[Start of Attachment]

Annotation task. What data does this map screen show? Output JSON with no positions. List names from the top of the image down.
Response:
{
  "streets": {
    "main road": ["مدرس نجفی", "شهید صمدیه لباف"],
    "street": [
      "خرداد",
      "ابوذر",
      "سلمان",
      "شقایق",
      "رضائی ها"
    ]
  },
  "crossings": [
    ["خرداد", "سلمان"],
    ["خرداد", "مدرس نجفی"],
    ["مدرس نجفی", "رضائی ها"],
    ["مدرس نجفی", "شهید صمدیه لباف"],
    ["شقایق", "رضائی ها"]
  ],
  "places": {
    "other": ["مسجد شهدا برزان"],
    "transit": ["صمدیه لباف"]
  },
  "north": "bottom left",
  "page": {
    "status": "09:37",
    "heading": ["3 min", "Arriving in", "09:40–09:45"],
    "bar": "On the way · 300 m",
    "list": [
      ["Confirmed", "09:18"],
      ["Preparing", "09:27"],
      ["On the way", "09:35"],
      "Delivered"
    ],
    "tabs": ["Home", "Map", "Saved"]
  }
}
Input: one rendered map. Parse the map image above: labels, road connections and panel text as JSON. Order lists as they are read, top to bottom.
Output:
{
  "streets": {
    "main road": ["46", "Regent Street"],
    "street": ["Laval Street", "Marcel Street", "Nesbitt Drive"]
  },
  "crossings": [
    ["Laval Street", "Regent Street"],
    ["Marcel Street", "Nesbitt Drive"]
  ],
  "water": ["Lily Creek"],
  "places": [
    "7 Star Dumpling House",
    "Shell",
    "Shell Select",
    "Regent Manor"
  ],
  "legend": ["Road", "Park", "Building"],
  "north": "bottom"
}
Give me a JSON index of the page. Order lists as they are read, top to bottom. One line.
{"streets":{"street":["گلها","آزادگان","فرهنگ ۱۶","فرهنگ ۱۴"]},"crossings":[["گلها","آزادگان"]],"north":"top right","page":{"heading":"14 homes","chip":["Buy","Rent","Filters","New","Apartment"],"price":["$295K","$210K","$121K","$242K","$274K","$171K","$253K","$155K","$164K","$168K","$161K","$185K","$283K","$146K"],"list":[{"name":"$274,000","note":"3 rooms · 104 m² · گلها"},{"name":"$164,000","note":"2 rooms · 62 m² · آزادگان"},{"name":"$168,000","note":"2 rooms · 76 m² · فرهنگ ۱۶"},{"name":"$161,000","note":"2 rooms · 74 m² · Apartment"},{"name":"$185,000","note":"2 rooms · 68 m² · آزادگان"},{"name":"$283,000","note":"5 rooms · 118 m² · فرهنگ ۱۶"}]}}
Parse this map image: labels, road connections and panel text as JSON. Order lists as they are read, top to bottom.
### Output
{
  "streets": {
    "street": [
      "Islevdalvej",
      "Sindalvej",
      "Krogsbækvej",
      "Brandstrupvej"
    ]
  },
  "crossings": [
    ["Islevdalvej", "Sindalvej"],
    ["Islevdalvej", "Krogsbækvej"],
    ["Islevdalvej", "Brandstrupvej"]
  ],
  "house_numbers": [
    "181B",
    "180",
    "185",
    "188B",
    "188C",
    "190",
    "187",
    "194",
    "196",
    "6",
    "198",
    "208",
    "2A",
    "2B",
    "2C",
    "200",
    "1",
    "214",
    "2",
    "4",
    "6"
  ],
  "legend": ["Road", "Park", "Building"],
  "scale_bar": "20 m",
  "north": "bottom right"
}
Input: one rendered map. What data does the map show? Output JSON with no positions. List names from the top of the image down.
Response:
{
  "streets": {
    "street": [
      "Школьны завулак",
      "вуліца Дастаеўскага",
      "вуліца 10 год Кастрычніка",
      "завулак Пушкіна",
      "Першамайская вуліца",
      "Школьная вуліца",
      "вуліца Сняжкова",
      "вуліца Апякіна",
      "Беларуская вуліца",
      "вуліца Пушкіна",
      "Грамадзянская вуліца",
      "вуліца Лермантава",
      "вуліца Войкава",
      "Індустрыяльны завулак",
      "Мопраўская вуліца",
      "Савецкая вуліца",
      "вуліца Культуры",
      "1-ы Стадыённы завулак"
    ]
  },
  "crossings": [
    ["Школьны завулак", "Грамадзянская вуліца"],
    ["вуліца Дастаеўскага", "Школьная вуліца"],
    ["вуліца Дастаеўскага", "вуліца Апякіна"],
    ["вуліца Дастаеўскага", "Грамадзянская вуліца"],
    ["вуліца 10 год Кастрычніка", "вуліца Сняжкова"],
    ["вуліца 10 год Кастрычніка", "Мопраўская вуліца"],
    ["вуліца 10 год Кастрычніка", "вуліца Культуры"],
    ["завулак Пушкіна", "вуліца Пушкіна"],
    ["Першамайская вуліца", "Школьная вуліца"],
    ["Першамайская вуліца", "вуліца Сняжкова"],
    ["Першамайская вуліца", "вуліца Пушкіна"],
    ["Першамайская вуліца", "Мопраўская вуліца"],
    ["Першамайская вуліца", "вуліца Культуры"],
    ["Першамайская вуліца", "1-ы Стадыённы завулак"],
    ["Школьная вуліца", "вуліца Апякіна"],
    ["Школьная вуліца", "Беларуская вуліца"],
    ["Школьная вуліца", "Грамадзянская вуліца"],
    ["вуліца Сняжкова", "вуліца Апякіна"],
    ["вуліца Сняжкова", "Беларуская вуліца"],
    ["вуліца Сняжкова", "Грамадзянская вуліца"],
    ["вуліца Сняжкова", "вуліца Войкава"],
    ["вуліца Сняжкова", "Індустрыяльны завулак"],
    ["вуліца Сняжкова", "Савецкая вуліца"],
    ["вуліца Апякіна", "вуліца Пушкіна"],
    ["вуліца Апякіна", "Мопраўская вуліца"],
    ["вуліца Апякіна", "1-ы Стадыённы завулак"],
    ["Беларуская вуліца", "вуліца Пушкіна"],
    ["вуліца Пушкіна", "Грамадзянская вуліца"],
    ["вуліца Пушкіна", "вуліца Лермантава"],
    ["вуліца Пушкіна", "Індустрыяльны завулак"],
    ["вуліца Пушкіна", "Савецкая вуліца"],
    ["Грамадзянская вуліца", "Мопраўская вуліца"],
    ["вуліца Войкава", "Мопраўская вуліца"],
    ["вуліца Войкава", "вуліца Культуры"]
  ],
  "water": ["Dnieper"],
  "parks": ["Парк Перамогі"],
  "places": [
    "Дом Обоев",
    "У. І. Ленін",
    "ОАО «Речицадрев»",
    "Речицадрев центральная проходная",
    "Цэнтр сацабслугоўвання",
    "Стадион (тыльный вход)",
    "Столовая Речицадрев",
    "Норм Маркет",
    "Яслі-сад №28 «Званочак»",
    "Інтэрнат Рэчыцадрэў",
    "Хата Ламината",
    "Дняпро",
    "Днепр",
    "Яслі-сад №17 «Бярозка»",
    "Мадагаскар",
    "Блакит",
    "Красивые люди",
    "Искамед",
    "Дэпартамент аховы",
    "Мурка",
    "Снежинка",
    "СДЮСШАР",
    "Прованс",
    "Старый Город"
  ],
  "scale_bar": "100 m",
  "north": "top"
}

[End of Attachment]

ACTIVITY: Exactly how many lines in the data above hold "رضائی"? State that number only.

RESPONSE BELOW: 3